### Assignment:
Every line of the data below is to be written out again exactly.

### Exercise data:
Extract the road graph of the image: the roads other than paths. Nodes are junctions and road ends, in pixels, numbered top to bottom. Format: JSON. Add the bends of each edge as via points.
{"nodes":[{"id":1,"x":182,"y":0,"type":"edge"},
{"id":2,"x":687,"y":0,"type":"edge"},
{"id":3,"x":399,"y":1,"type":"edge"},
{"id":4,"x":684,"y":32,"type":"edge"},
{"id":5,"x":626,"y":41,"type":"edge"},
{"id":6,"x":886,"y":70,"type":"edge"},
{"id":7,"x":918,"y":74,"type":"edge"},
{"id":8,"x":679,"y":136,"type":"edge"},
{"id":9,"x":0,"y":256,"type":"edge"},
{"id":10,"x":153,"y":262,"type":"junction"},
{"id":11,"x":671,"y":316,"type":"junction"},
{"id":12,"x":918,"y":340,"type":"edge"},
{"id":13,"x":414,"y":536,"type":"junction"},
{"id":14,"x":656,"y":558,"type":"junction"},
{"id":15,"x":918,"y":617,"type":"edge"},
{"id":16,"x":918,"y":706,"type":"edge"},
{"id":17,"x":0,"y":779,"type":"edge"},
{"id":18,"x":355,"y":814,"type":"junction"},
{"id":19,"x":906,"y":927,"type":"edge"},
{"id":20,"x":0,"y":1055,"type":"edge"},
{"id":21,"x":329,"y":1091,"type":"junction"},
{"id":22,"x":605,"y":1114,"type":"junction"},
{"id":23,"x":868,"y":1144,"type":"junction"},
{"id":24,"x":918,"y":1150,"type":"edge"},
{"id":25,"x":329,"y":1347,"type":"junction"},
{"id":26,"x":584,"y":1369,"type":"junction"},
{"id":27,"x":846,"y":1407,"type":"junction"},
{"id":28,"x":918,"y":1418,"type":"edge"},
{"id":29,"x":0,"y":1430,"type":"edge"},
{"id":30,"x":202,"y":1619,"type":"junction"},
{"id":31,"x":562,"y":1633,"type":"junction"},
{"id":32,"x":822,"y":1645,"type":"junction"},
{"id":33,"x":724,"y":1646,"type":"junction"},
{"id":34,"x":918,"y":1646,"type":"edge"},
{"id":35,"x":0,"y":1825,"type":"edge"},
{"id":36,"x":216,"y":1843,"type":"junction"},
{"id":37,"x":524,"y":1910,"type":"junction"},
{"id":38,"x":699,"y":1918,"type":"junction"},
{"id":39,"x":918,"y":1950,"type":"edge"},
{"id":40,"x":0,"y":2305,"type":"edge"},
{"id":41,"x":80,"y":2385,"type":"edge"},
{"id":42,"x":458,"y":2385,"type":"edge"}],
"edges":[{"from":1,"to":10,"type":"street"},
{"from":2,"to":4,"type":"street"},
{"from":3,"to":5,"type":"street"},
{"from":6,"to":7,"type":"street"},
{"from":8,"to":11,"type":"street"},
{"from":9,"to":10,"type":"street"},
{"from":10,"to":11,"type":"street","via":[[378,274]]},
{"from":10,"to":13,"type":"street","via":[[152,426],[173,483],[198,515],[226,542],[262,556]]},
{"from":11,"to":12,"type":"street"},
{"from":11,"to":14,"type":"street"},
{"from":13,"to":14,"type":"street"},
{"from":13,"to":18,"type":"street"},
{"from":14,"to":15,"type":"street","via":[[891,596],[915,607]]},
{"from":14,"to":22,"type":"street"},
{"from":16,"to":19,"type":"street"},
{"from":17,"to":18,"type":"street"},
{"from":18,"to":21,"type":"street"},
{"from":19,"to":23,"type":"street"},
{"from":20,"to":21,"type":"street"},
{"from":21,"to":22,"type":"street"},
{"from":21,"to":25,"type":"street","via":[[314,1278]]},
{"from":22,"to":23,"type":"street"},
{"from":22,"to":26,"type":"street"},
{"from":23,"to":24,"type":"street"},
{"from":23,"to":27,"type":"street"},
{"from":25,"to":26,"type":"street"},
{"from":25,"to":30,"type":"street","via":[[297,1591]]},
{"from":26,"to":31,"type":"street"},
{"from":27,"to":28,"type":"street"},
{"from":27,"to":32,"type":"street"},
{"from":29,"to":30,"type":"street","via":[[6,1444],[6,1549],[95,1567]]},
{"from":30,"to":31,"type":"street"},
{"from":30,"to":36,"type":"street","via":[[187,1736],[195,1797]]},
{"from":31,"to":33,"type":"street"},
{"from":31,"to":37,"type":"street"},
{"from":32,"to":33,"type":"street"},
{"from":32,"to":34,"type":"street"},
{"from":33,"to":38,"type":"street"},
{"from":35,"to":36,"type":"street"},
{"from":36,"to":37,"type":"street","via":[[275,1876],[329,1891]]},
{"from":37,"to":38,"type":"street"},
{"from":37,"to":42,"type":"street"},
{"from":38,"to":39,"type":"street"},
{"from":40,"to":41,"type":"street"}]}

### Problem solution:
Extract the road graph of the image: the roads other than paths. Nodes are junctions and road ends, in pixels, numbered top to bottom. Format: JSON. Add the bends of each edge as via points.
{"nodes":[{"id":1,"x":182,"y":0,"type":"edge"},
{"id":2,"x":687,"y":0,"type":"edge"},
{"id":3,"x":399,"y":1,"type":"edge"},
{"id":4,"x":684,"y":32,"type":"edge"},
{"id":5,"x":626,"y":41,"type":"edge"},
{"id":6,"x":886,"y":70,"type":"edge"},
{"id":7,"x":918,"y":74,"type":"edge"},
{"id":8,"x":679,"y":136,"type":"edge"},
{"id":9,"x":0,"y":256,"type":"edge"},
{"id":10,"x":153,"y":262,"type":"junction"},
{"id":11,"x":671,"y":316,"type":"junction"},
{"id":12,"x":918,"y":340,"type":"edge"},
{"id":13,"x":414,"y":536,"type":"junction"},
{"id":14,"x":656,"y":558,"type":"junction"},
{"id":15,"x":918,"y":617,"type":"edge"},
{"id":16,"x":918,"y":706,"type":"edge"},
{"id":17,"x":0,"y":779,"type":"edge"},
{"id":18,"x":355,"y":814,"type":"junction"},
{"id":19,"x":906,"y":927,"type":"edge"},
{"id":20,"x":0,"y":1055,"type":"edge"},
{"id":21,"x":329,"y":1091,"type":"junction"},
{"id":22,"x":605,"y":1114,"type":"junction"},
{"id":23,"x":868,"y":1144,"type":"junction"},
{"id":24,"x":918,"y":1150,"type":"edge"},
{"id":25,"x":329,"y":1347,"type":"junction"},
{"id":26,"x":584,"y":1369,"type":"junction"},
{"id":27,"x":846,"y":1407,"type":"junction"},
{"id":28,"x":918,"y":1418,"type":"edge"},
{"id":29,"x":0,"y":1430,"type":"edge"},
{"id":30,"x":202,"y":1619,"type":"junction"},
{"id":31,"x":562,"y":1633,"type":"junction"},
{"id":32,"x":822,"y":1645,"type":"junction"},
{"id":33,"x":724,"y":1646,"type":"junction"},
{"id":34,"x":918,"y":1646,"type":"edge"},
{"id":35,"x":0,"y":1825,"type":"edge"},
{"id":36,"x":216,"y":1843,"type":"junction"},
{"id":37,"x":524,"y":1910,"type":"junction"},
{"id":38,"x":699,"y":1918,"type":"junction"},
{"id":39,"x":918,"y":1950,"type":"edge"},
{"id":40,"x":0,"y":2305,"type":"edge"},
{"id":41,"x":80,"y":2385,"type":"edge"},
{"id":42,"x":458,"y":2385,"type":"edge"}],
"edges":[{"from":1,"to":10,"type":"street"},
{"from":2,"to":4,"type":"street"},
{"from":3,"to":5,"type":"street"},
{"from":6,"to":7,"type":"street"},
{"from":8,"to":11,"type":"street"},
{"from":9,"to":10,"type":"street"},
{"from":10,"to":11,"type":"street","via":[[378,274]]},
{"from":10,"to":13,"type":"street","via":[[152,426],[173,483],[198,515],[226,542],[262,556]]},
{"from":11,"to":12,"type":"street"},
{"from":11,"to":14,"type":"street"},
{"from":13,"to":14,"type":"street"},
{"from":13,"to":18,"type":"street"},
{"from":14,"to":15,"type":"street","via":[[891,596],[915,607]]},
{"from":14,"to":22,"type":"street"},
{"from":16,"to":19,"type":"street"},
{"from":17,"to":18,"type":"street"},
{"from":18,"to":21,"type":"street"},
{"from":19,"to":23,"type":"street"},
{"from":20,"to":21,"type":"street"},
{"from":21,"to":22,"type":"street"},
{"from":21,"to":25,"type":"street","via":[[314,1278]]},
{"from":22,"to":23,"type":"street"},
{"from":22,"to":26,"type":"street"},
{"from":23,"to":24,"type":"street"},
{"from":23,"to":27,"type":"street"},
{"from":25,"to":26,"type":"street"},
{"from":25,"to":30,"type":"street","via":[[297,1591]]},
{"from":26,"to":31,"type":"street"},
{"from":27,"to":28,"type":"street"},
{"from":27,"to":32,"type":"street"},
{"from":29,"to":30,"type":"street","via":[[6,1444],[6,1549],[95,1567]]},
{"from":30,"to":31,"type":"street"},
{"from":30,"to":36,"type":"street","via":[[187,1736],[195,1797]]},
{"from":31,"to":33,"type":"street"},
{"from":31,"to":37,"type":"street"},
{"from":32,"to":33,"type":"street"},
{"from":32,"to":34,"type":"street"},
{"from":33,"to":38,"type":"street"},
{"from":35,"to":36,"type":"street"},
{"from":36,"to":37,"type":"street","via":[[275,1876],[329,1891]]},
{"from":37,"to":38,"type":"street"},
{"from":37,"to":42,"type":"street"},
{"from":38,"to":39,"type":"street"},
{"from":40,"to":41,"type":"street"}]}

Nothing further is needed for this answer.